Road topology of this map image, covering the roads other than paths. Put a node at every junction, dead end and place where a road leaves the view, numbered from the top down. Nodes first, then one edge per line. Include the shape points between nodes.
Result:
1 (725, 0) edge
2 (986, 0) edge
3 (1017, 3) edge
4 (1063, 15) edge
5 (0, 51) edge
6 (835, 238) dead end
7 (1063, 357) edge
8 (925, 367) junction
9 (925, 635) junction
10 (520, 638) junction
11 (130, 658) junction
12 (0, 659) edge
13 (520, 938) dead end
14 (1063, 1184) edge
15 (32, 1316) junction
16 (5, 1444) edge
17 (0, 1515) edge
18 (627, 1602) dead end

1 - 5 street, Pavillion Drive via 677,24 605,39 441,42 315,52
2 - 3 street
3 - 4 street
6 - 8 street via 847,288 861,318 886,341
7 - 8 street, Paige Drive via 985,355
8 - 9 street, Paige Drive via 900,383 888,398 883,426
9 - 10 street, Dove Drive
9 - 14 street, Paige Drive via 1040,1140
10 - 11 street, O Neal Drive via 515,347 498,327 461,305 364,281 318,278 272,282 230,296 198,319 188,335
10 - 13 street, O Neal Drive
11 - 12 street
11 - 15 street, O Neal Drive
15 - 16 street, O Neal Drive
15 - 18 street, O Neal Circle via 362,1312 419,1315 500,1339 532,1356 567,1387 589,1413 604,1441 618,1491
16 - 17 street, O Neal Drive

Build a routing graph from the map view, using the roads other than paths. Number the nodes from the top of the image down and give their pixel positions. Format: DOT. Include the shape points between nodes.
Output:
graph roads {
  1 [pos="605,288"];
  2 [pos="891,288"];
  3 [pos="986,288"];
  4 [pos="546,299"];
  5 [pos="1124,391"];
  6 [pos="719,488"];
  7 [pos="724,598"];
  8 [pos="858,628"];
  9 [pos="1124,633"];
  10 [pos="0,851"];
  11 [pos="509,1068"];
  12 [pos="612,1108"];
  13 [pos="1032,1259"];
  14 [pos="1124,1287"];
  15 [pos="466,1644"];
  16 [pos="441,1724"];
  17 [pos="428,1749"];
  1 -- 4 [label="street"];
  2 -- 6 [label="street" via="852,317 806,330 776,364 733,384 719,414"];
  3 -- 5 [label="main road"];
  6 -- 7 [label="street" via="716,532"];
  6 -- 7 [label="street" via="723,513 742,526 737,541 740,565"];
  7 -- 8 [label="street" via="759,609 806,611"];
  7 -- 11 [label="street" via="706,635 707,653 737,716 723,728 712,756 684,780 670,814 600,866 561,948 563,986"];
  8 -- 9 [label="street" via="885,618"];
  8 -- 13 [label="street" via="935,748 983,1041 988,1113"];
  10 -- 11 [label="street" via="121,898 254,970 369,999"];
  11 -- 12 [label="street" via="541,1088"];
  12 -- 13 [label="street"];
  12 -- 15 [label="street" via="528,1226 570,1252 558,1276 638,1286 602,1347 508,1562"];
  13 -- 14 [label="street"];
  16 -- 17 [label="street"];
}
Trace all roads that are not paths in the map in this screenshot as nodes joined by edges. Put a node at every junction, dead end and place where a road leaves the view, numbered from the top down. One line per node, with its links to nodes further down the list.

□ □ □ □

Repeat every line of the data precisely.

Road topology of this map image, covering the roads other than paths. Put a node at every junction, dead end and place where a road leaves the view, numbered from the top down. Nodes first, then one edge per line. Include the shape points between nodes.
Result:
1 (725, 0) edge
2 (986, 0) edge
3 (1017, 3) edge
4 (1063, 15) edge
5 (0, 51) edge
6 (835, 238) dead end
7 (1063, 357) edge
8 (925, 367) junction
9 (925, 635) junction
10 (520, 638) junction
11 (130, 658) junction
12 (0, 659) edge
13 (520, 938) dead end
14 (1063, 1184) edge
15 (32, 1316) junction
16 (5, 1444) edge
17 (0, 1515) edge
18 (627, 1602) dead end

1 - 5 street, Pavillion Drive via 677,24 605,39 441,42 315,52
2 - 3 street
3 - 4 street
6 - 8 street via 847,288 861,318 886,341
7 - 8 street, Paige Drive via 985,355
8 - 9 street, Paige Drive via 900,383 888,398 883,426
9 - 10 street, Dove Drive
9 - 14 street, Paige Drive via 1040,1140
10 - 11 street, O Neal Drive via 515,347 498,327 461,305 364,281 318,278 272,282 230,296 198,319 188,335
10 - 13 street, O Neal Drive
11 - 12 street
11 - 15 street, O Neal Drive
15 - 16 street, O Neal Drive
15 - 18 street, O Neal Circle via 362,1312 419,1315 500,1339 532,1356 567,1387 589,1413 604,1441 618,1491
16 - 17 street, O Neal Drive

Build a routing graph from the map view, using the roads other than paths. Number the nodes from the top of the image down and give their pixel positions. Format: DOT. Include the shape points between nodes.
Output:
graph roads {
  1 [pos="605,288"];
  2 [pos="891,288"];
  3 [pos="986,288"];
  4 [pos="546,299"];
  5 [pos="1124,391"];
  6 [pos="719,488"];
  7 [pos="724,598"];
  8 [pos="858,628"];
  9 [pos="1124,633"];
  10 [pos="0,851"];
  11 [pos="509,1068"];
  12 [pos="612,1108"];
  13 [pos="1032,1259"];
  14 [pos="1124,1287"];
  15 [pos="466,1644"];
  16 [pos="441,1724"];
  17 [pos="428,1749"];
  1 -- 4 [label="street"];
  2 -- 6 [label="street" via="852,317 806,330 776,364 733,384 719,414"];
  3 -- 5 [label="main road"];
  6 -- 7 [label="street" via="716,532"];
  6 -- 7 [label="street" via="723,513 742,526 737,541 740,565"];
  7 -- 8 [label="street" via="759,609 806,611"];
  7 -- 11 [label="street" via="706,635 707,653 737,716 723,728 712,756 684,780 670,814 600,866 561,948 563,986"];
  8 -- 9 [label="street" via="885,618"];
  8 -- 13 [label="street" via="935,748 983,1041 988,1113"];
  10 -- 11 [label="street" via="121,898 254,970 369,999"];
  11 -- 12 [label="street" via="541,1088"];
  12 -- 13 [label="street"];
  12 -- 15 [label="street" via="528,1226 570,1252 558,1276 638,1286 602,1347 508,1562"];
  13 -- 14 [label="street"];
  16 -- 17 [label="street"];
}
Trace all roads that are not paths in the map in this screenshot as nodes joined by edges. Put a node at every junction, dead end and place where a road leaves the view, numbered from the top down. One line per node, with its links to nodes further down the list.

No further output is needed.